As the old saying goes ‘Make Hay While The Sun Shines’!!
Whilst this hot weather is less than ideal for our cattle it has been absolutely perfect for making hay and silage. It has been brilliant to get these jobs done in a long weather window rather than racing incoming rain!
We make our grass into three different things which all have their own purpose;
1, Clamp Silage – this is what you will see in big heaps and pits, sheeted down with black polythene and covered in tyres. To make this grass is mown one day and is then raked up into long lines straight afterwards. The next day the ‘silage team’ arrive. This involves a very large machine called a forager, a team of tractors and trailers (we usually have three working) then another another two tractors who will work the grass in the silage pit. The forager is essentially an extremely expensive grass hoover!! It drives along picking up the cut grass from the ground, chops the grass and fires it out of the spout and into the trailer. This part requires the forager driver and tractor driver to work in tandem so none of the grass misses the trailer, the vehicles drive side by side very close to each other so team work and concentration is key. Once each trailer is full the tractor will head back to the farm to unload and the next empty trailer will pull alongside the forager. In Cornwall our roads are not designed for tractors to pass so careful planning and radio calls between tractors is needed! Once back at the farm each trailer is emptied off the side of the pit and is moved into a heap with a tractor using a ‘buck rake’. This implement lifts and pushes the grass. Then another tractor will work alongside which will roll the grass into the heap. This is essential as the more the grass is compacted the more air is removed from the pit. This is key to good quality silage. Once all the grass is safely in the pit it takes the whole team to ‘sheet it down’. This involves covering the whole heap in a double layer of polythene which in turn creates an airtight seal. Once airtight the grass will slowly start to ferment and turn from green to brown. This will be the main food source for our young cattle and finishing stocking through the winter months.

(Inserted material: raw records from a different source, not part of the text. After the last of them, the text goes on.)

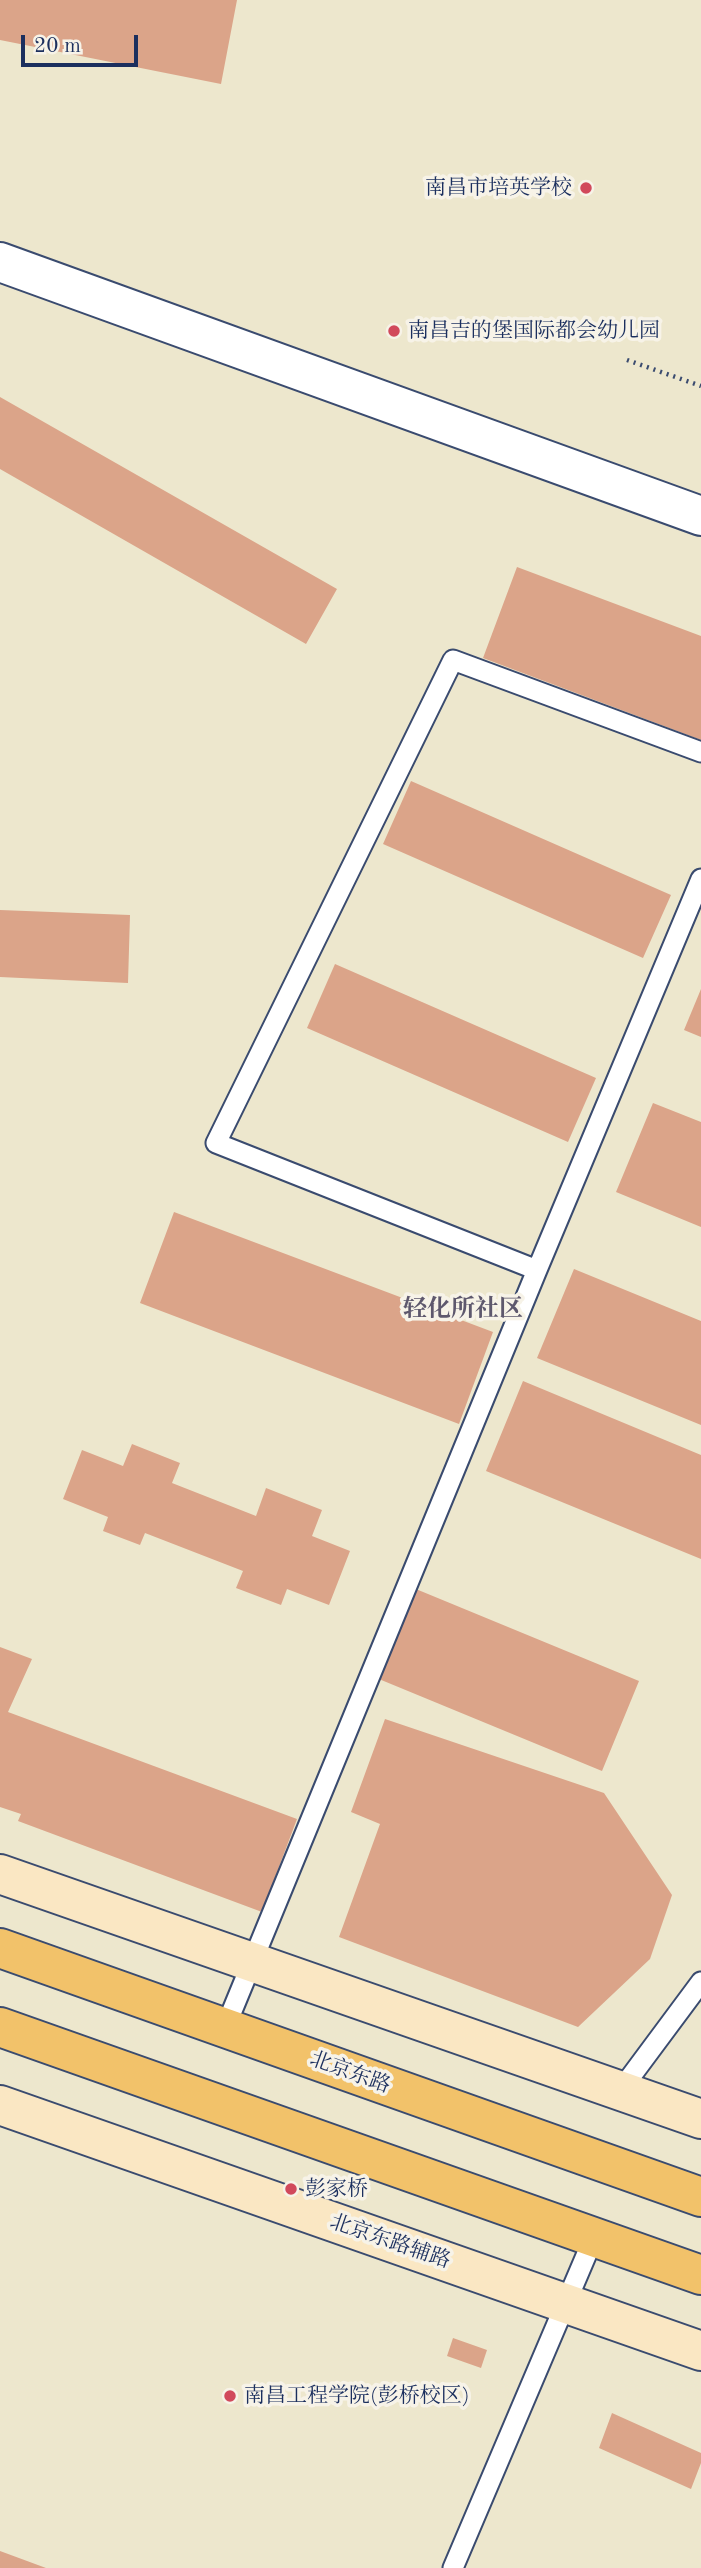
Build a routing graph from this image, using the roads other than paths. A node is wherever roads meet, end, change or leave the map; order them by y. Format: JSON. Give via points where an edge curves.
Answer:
{"nodes":[{"id":1,"x":0,"y":262,"type":"edge"},
{"id":2,"x":701,"y":516,"type":"edge"},
{"id":3,"x":701,"y":752,"type":"edge"},
{"id":4,"x":701,"y":879,"type":"edge"},
{"id":5,"x":537,"y":1270,"type":"junction"},
{"id":6,"x":0,"y":1874,"type":"edge"},
{"id":7,"x":0,"y":1948,"type":"edge"},
{"id":8,"x":252,"y":1963,"type":"junction"},
{"id":9,"x":701,"y":1982,"type":"edge"},
{"id":10,"x":0,"y":2027,"type":"edge"},
{"id":11,"x":225,"y":2028,"type":"junction"},
{"id":12,"x":620,"y":2091,"type":"junction"},
{"id":13,"x":0,"y":2105,"type":"edge"},
{"id":14,"x":701,"y":2119,"type":"edge"},
{"id":15,"x":701,"y":2197,"type":"edge"},
{"id":16,"x":594,"y":2237,"type":"junction"},
{"id":17,"x":701,"y":2275,"type":"edge"},
{"id":18,"x":566,"y":2303,"type":"junction"},
{"id":19,"x":701,"y":2351,"type":"edge"},
{"id":20,"x":453,"y":2568,"type":"edge"}],
"edges":[{"from":1,"to":2,"type":"street"},
{"from":3,"to":5,"type":"lane","via":[[453,660],[216,1143]]},
{"from":4,"to":5,"type":"lane"},
{"from":5,"to":8,"type":"lane"},
{"from":6,"to":8,"type":"main road"},
{"from":7,"to":11,"type":"main road","name":"北京东路"},
{"from":8,"to":11,"type":"lane"},
{"from":8,"to":12,"type":"main road"},
{"from":9,"to":12,"type":"lane"},
{"from":10,"to":16,"type":"main road"},
{"from":11,"to":15,"type":"main road","name":"北京东路"},
{"from":12,"to":14,"type":"main road"},
{"from":13,"to":18,"type":"main road","name":"北京东路辅路"},
{"from":16,"to":17,"type":"main road"},
{"from":16,"to":18,"type":"lane"},
{"from":18,"to":19,"type":"main road","name":"北京东路辅路"},
{"from":18,"to":20,"type":"lane"}]}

2, Round Bale Silage – These bales are made initially in the same way as the clamp silage but instead of the grass being picked up and chopped by the forager it is instead simply collected up and made into bales. Bales are then wrapped and stacked. A similar fermentation process then occurs. We use these to feed our cattle who we keep outside until January. The bales will supplement the kale they also graze. We will also feed them to our in calf cows when they first come in for the winter.
3, Hay – This is a more lengthy process! Grass is mown one day and left to wilt. Then over the next few days depending on the breeze and temperature the grass is turned daily using a machine called a ‘tedder’. Hay is ready to be baled when it is beautifully dry. We bale our hay into large round bales but it is frequently baled into small bales which can be moved by hand. We use the hay to feed our breeding cows from January onwards as they approach calving.
As we only feed our cattle grass it is absolutely essential that we get our winter feed spot on. This ensures that the cattle will have all the nutrients they need to see them through the winter months whilst they are housed.